Staub ist es auch, die 2018 das Projekt «Frauen für Wikipedia» mitbegründet hat – mit dem Ziel, mehr Frauenbiografien in der Enzyklopädie unterzubringen. Diese sind in der Wikipedia bis anhin untervertreten. Unterstützt wird sie dabei von diversen Journalistinnen und Journalisten.
Tech-Journalist Hannes Grassegger bezeichnete die Wikipedia in Luzern als Gegenmodell zu den «kapitalgetriebenen sozialen Medien». Besonders die Tatsache, dass man jede einzelne Bearbeitung nachverfolgen könne, sei löblich. Im Raum standen aber auch Befürchtungen; vor allem jene, dass die Wikipedia künftig vermehrt zur «politischen Kampfzone» werden könnte. Als Beispiel wurde die Kontroverse um die Grünen-Kanzlerkandidatin Annalena Baerbock genannt. Kürzlich wurde bekannt, dass Baerbock Teile ihres Lebenslaufes irreführend formuliert hatte. Die Frage, ob dies in Baerbocks Wikipedia-Artikel gehöre, sorgte unter den Wikipedianern für dicke Luft, wie die NZZ berichtete.
Im persönlichen Gespräch begeistern sich die Wikipedianer aber vor allem für eines: ihre Themen. Diese sind sehr breit gefächert. Das geht über die Technik (Was ist der Unterschied zwischen «QLED» und «OLED»?), Geschichte (Wer war der Freiheitskämpfer Tadeusz Kościuszko?), Kunst (Welche Werke stammen vom impressionistischen Maler Camille Pissarro?) bis hin zu Kuriosem. Ein User erinnert sich an den schrägsten Artikel, den er angelegt hat: Er drehe sich um die Schauspielerin Ute Sander, die in einem einzigen Film mitgespielt habe, nämlich in «Otto – Der neue Film». Die Begeisterung fürs Recherchieren war den anwesenden Autoren – die meisten von ihnen männlich – anzusehen. So sagte ein Autor:
«In der Wikipedia parkiere ich mein Wissen, sodass ich es später selber wiederfinde.»
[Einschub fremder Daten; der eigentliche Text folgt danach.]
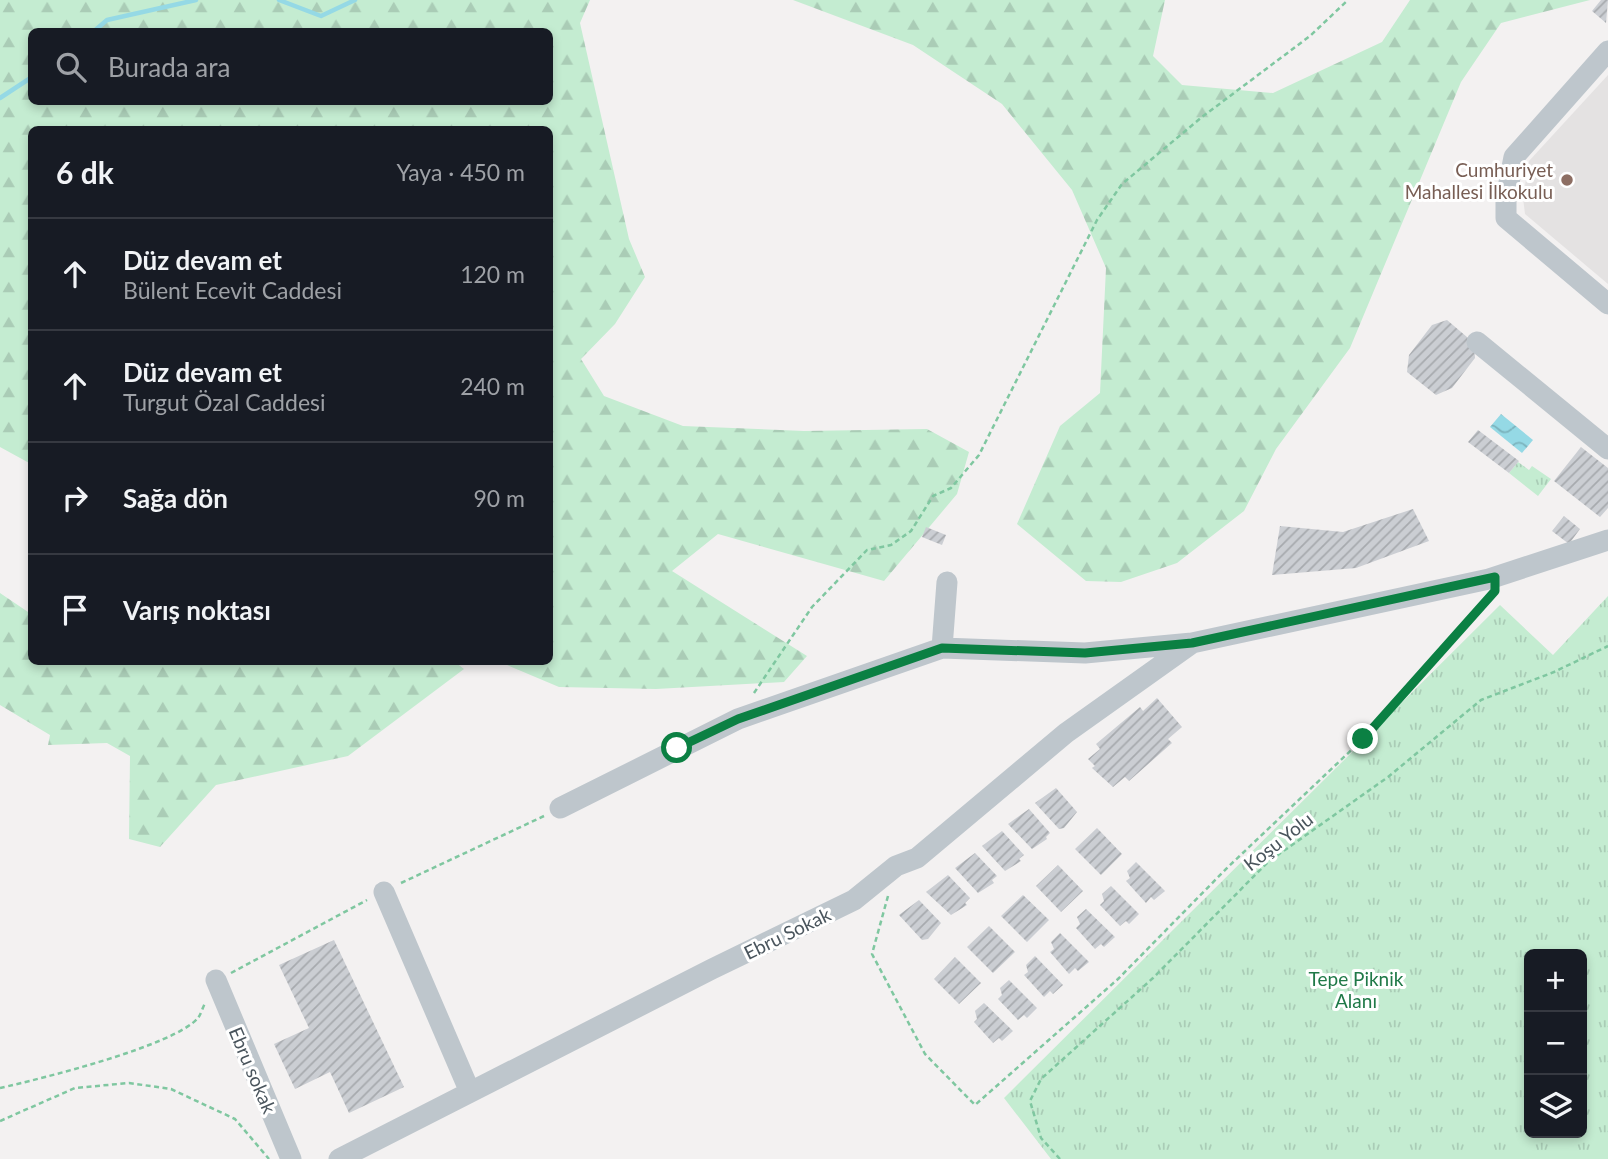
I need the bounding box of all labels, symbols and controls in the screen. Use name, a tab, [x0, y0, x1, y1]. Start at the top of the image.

Anton Meier macht bei Wikipedia mit, weil sie «einfach eine gute Sache» sei. Er wolle nicht nur von der Website profitieren, sondern auch seinen Teil zu ihr beitragen. «Da jeder User andere Interessen und Schwerpunkte hat, decken wir gemeinsam ein grosses Wissensgebiet ab», so Meier. Auch ein gewisser Stolz treibe ihn an. «Was ich schreibe, lesen Tausende. Das ist schon ein gutes Gefühl.» Die 10'000 Bearbeitungen, die für eine Ehrung durch die Wikimedia Schweiz nötig sind, hat «Netpilots» noch nicht erreicht. Aber wenn er so weiter macht, reicht es beim nächsten Jubiläum sicherlich zum Diplom.